There goes the Affordable Care Act again.
In 2010, I wrote that ObamaCare is the worst legislation in 75 years. Everything in that article has come true.
Toward the end of 2011, I wrote about my health care insurance premiums rising by 24.6%.
Toward the end of 2012, I did not write about my rising health care insurance premiums (although they were extensive) because I was busy writing about the average $119,878 additional taxes that the most productive would owe annually in future years because of the legislation.
Toward the end of 2013, I wrote about my health care insurance premiums rising by 76% and losing the ability to pay with pre-tax dollars making it an additional 25% more expensive. I also wrote about how the ruse of healthcare was used to justify massively higher taxes.
Toward the end of 2014, I wrote about experiencing a 51.5% hike and my co-author experiencing a 22.2% hike in insurance premiums.
President Obama promised, “This law will cut costs and make coverage more affordable for families and small businesses .” He was either lying or laughably mistaken. The third-party payer system drives up the price of health care. Now, the Affordable Care Act has driven up the cost of the third-party payer system.
Now toward the end of 2015, my monthly premium are rising by an additional 24.6%.

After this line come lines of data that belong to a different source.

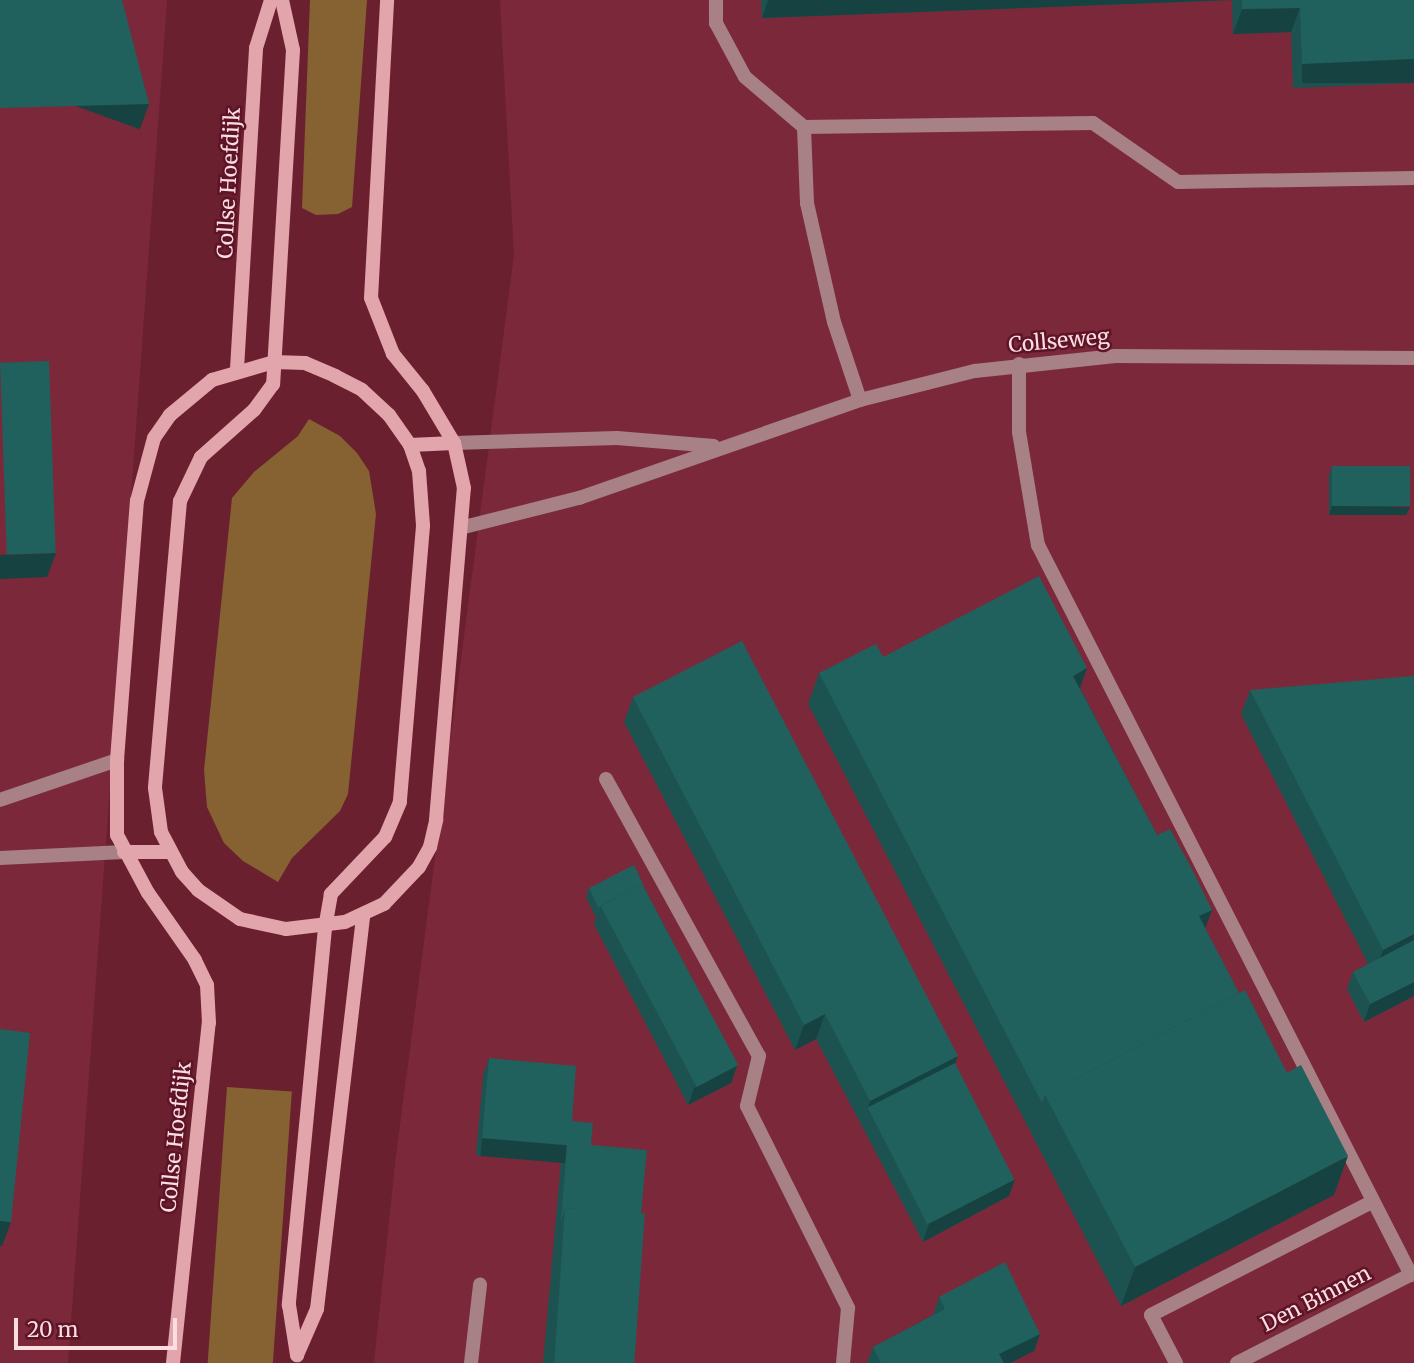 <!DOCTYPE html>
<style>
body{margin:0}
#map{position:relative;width:1414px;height:1363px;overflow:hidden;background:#6b2030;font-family:Merriweather,serif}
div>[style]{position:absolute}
.built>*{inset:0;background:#7b293a}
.green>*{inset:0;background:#866132;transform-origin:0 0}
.service>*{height:14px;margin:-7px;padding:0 7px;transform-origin:7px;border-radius:7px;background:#a78185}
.minor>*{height:14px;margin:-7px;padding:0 7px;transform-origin:7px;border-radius:7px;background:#a78185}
.tertiary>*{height:14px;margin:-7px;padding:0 7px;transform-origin:7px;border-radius:7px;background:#a78185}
.secondary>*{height:14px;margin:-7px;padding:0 7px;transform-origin:7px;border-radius:7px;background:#e2a5ac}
.wall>*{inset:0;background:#1c5350}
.shaded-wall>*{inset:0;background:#164341;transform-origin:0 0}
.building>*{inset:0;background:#20605d;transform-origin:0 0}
span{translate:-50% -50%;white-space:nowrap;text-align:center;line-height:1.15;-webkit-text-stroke:5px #5e1426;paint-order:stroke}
.street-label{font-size:21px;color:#fadee1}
.scale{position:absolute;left:14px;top:1318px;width:163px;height:32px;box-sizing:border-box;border:4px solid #fadee1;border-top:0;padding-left:9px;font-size:21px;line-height:24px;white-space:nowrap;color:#fadee1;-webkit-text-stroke:5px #5e1426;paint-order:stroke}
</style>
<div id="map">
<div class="built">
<div style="clip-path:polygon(0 0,167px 0,68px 1363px,0 1363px)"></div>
<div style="clip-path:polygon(500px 0,1414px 0,1414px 1363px,374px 1363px,396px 1156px,514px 255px)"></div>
</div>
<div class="green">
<div style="clip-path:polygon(310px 0,367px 0,352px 207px,338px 214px,316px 215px,302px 208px)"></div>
<div style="clip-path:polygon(309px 419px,340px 436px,357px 453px,369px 471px,376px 514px,348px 794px,340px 811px,292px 858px,278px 882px,243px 861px,224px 843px,207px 807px,204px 770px,232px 498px,254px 472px,298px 436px)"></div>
<div style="left:227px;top:1087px;width:65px;height:277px;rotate:4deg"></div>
</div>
<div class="service">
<div style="left:716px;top:0;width:23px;rotate:90deg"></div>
<div style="left:716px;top:23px;width:61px;rotate:61.8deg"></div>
<div style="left:745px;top:77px;width:77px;rotate:40.3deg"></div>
<div style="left:1019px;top:364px;width:68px;rotate:90deg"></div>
<div style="left:1019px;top:432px;width:115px;rotate:80.5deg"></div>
<div style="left:1038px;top:545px;width:820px;rotate:62.93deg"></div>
<div style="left:860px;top:400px;width:82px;rotate:-108.4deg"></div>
<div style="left:834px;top:322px;width:122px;rotate:-102.8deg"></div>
<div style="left:807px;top:203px;width:76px;rotate:-92.3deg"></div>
<div style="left:804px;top:127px;width:289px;rotate:-0.8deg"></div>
<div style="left:1093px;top:123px;width:103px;rotate:34.8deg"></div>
<div style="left:1178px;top:182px;width:236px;rotate:-1deg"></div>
<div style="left:606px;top:779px;width:316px;rotate:61.1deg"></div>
<div style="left:759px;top:1056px;width:51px;rotate:103.5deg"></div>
<div style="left:747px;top:1106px;width:226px;rotate:63.4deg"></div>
<div style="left:848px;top:1308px;width:55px;rotate:95.2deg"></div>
<div style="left:471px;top:1363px;width:79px;rotate:-83.4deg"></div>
<div style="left:1176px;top:1363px;width:54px;rotate:-117.5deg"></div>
<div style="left:1151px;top:1315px;width:248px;rotate:-27.1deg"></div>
</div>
<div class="minor">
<div style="left:0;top:800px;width:124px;rotate:-18.9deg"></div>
<div style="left:0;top:858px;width:124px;rotate:-2.8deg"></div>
<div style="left:1237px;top:1363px;width:199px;rotate:-27deg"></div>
</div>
<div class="tertiary">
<div style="left:454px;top:443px;width:163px;rotate:-1.8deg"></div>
<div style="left:617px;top:438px;width:97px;rotate:4.7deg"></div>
<div style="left:464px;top:527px;width:119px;rotate:-14.2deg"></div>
<div style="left:579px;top:498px;width:298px;rotate:-19.2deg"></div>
<div style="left:860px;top:400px;width:119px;rotate:-14.2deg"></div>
<div style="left:975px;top:371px;width:141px;rotate:-6.1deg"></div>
<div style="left:1115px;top:356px;width:299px;rotate:0.4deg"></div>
</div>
<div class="secondary">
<div style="left:282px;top:0;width:51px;rotate:77.6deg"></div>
<div style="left:293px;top:50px;width:335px;rotate:93.4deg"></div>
<div style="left:273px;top:384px;width:32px;rotate:126deg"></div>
<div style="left:254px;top:410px;width:71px;rotate:138.4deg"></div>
<div style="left:201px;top:457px;width:49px;rotate:115.5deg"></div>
<div style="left:180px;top:501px;width:288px;rotate:95deg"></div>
<div style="left:155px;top:788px;width:44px;rotate:82.2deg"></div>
<div style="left:161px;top:832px;width:45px;rotate:62.3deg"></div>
<div style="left:182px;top:872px;width:24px;rotate:48deg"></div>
<div style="left:198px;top:890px;width:51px;rotate:34.6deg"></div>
<div style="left:240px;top:919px;width:47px;rotate:12.3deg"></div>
<div style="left:286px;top:929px;width:59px;rotate:-6.8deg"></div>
<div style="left:345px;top:922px;width:43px;rotate:-24.8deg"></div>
<div style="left:384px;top:904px;width:51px;rotate:-46.6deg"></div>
<div style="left:419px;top:867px;width:23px;rotate:-61deg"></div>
<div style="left:430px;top:847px;width:28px;rotate:-77deg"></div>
<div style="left:436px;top:820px;width:333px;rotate:-85.2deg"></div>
<div style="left:464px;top:488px;width:46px;rotate:-102.5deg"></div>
<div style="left:454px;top:443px;width:61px;rotate:-120.8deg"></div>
<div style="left:423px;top:391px;width:48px;rotate:-129deg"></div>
<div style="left:393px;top:354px;width:60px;rotate:-111.4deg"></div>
<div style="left:371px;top:298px;width:298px;rotate:-86.9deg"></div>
<div style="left:237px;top:369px;width:322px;rotate:-86.6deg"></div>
<div style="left:256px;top:48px;width:50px;rotate:-72.6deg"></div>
<div style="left:410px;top:445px;width:44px;rotate:-2.6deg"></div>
<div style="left:124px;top:852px;width:45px"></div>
<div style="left:297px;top:1355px;width:50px;rotate:-66.5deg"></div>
<div style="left:317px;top:1309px;width:397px;rotate:-83.3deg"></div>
<div style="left:173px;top:1363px;width:342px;rotate:-84deg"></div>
<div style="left:209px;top:1023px;width:38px;rotate:-93deg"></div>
<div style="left:207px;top:985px;width:28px;rotate:-116deg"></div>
<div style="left:195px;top:960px;width:82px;rotate:-125deg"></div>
<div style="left:148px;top:893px;width:66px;rotate:-118.1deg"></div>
<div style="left:117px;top:835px;width:75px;rotate:-90deg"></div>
<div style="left:117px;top:760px;width:260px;rotate:-85.6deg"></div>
<div style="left:137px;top:501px;width:65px;rotate:-74.9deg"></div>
<div style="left:154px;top:438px;width:28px;rotate:-55deg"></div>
<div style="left:170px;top:415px;width:55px;rotate:-39.8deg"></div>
<div style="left:212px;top:380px;width:65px;rotate:-16.2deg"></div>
<div style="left:274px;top:362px;width:31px;rotate:2deg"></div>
<div style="left:305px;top:363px;width:33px;rotate:23deg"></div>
<div style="left:335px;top:376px;width:30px;rotate:27deg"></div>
<div style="left:362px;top:390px;width:37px;rotate:43deg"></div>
<div style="left:389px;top:415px;width:37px;rotate:55deg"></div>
<div style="left:410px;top:445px;width:28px;rotate:71deg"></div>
<div style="left:419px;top:471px;width:55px;rotate:85.8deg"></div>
<div style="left:423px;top:526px;width:277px;rotate:94.8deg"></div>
<div style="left:400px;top:802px;width:38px;rotate:113deg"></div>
<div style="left:385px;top:837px;width:79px;rotate:133.5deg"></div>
<div style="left:331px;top:894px;width:35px;rotate:100deg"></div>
<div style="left:325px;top:928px;width:379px;rotate:95.5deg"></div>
<div style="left:289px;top:1305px;width:51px;rotate:80.9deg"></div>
</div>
<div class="wall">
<div style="clip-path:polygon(761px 0,1414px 0,1414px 83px,1293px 88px,1291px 32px,1233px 34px,1232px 0,762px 18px)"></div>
<div style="clip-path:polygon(1332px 466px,1406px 515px,1329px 515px,1329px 475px)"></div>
<div style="clip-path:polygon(883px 657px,1087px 668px,1080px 688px,1157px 835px,1212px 910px,1205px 928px,1334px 1195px,1121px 1306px,808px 704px,819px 673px)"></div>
<div style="clip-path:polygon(1250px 690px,1414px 996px,1364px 1022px,1347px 989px,1353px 972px,1368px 964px,1241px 714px)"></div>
<div style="clip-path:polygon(633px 697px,955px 1063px,1009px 1196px,923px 1242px,816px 1039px,795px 1050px,624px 722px)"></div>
<div style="clip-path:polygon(644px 887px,737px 1066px,731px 1083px,688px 1105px,594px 924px,596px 918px,586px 897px,589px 888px)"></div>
<div style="clip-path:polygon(489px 1058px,572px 1121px,591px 1145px,641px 1214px,630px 1363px,543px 1363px,561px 1162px,476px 1155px,483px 1075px)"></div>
<div style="clip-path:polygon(939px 1297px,1040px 1334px,1034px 1351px,1010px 1363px,867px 1363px,873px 1347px,933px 1315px)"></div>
</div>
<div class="shaded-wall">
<div style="clip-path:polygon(768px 0,1232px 0,762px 18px)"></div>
<div style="clip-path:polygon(1300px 8px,1291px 32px,1233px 34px,1242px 9px)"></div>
<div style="left:1414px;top:59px;width:24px;height:112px;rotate:90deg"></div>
<div style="left:149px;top:104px;width:27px;height:149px;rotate:110deg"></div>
<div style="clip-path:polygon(1332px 506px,1410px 507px,1406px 515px,1329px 515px)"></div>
<div style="clip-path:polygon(56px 553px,47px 577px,0 579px,0 555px)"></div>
<div style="clip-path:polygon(1087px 668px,1076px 699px,1073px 676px)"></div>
<div style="clip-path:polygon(1212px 910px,1201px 940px,1199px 916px)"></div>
<div style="clip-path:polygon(1414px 934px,1414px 954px,1374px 975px,1383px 950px)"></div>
<div style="clip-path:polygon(1414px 982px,1414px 996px,1364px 1022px,1370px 1004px)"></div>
<div style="clip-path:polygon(825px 1014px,816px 1039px,795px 1050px,804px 1025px)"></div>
<div style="clip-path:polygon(958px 1056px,949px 1080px,868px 1108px,870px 1101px)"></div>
<div style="clip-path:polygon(737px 1066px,731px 1083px,688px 1105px,694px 1088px)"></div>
<div style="left:482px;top:1138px;width:85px;height:18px;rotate:5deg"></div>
<div style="clip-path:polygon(1348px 1156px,1334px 1195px,1121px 1306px,1135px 1267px)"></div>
<div style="clip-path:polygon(1015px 1179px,1009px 1196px,923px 1242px,929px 1224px)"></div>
<div style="clip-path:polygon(0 1221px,11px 1222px,2px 1246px,0 1246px)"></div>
<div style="clip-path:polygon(1040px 1334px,1034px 1351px,1010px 1363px,996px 1363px,999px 1354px)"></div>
</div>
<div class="building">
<div style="clip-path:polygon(0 0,122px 0,149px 104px,0 108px)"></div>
<div style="clip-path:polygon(1242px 0,1414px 0,1414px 59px,1302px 64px,1300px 8px,1242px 9px)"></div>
<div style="left:49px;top:361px;width:192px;height:49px;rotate:88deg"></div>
<div style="left:1332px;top:466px;width:78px;height:40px"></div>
<div style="clip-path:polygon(1039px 576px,1087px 668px,1073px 676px,1157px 835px,1170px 829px,1192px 869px,1212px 910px,1199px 916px,1239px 993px,1045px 1095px,1042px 1103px,819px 673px,876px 644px,883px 657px)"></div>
<div style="clip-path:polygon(742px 641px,958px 1056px,870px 1101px,825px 1014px,804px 1025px,633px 697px)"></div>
<div style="clip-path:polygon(1414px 676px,1414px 934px,1383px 950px,1250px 690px)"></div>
<div style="clip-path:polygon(634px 865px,644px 886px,642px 884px,600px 906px,599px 909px,589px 888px)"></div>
<div style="left:642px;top:884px;width:205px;height:47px;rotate:62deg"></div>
<div style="clip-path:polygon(1414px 940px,1414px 982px,1370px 1004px,1353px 972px)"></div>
<div style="clip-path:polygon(1245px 990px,1287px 1073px,1301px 1065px,1348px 1156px,1135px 1267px,1045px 1095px)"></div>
<div style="clip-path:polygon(0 1029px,30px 1033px,11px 1222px,0 1221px)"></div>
<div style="clip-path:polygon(489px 1058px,576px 1066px,572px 1121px,593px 1123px,591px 1145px,647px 1150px,641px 1214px,565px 1208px,561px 1221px,567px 1145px,482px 1138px)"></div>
<div style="left:955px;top:1063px;width:131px;height:98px;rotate:63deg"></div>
<div style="left:565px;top:1208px;width:80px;height:155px;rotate:4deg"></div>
<div style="clip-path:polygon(1005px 1262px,1040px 1334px,999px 1354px,1004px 1363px,881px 1363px,873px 1347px,945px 1309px,939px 1297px)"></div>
</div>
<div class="street-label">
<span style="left:229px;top:183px;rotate:-87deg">Collse Hoefdijk</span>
<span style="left:1059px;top:341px;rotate:-5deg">Collseweg</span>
<span style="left:176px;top:1137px;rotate:-84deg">Collse Hoefdijk</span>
<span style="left:1316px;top:1299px;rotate:-27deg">Den Binnen</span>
</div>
<div class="scale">20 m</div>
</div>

My premiums have gone from affordable to ridiculously expensive while my coverage has not changed. As I wrote in my original critique of the legislation back in 2010:
It isn’t just that some portions of the bill are poorly implemented but the broad scope of the legislation could be fixed. It is fundamentally wrong. And it will have implications that will impoverish rather than empower individuals. The result is not good intentions with unintended consequences, but in fact ill intentions with disastrous consequences.
Only a utopian centralized planner could believe we will be able to anticipate or correct the consequences going forward. The unknown unknowns are liable to produce even more dire meltdowns. Government intervention, monopoly and regulation cause the rigidity that in turn provokes economic forces immune to market adjustments. Bubbles, shortages, deficits, defaults and moral hazard will result.
Unfortunately for the country, utopian centralized planners now represent a large portion of the electorate. And the way the media is handling this election cycle, it is difficult to find any coverage other than partisan rooting for a particular party like voting is a sporting event.
Bad legislation could and should be repealed. It can be done. We have even repealed an Amendment to the Constitution of the United States.
ObamaCare was always going to be a bad law and now, five years in, that should be clear to everybody.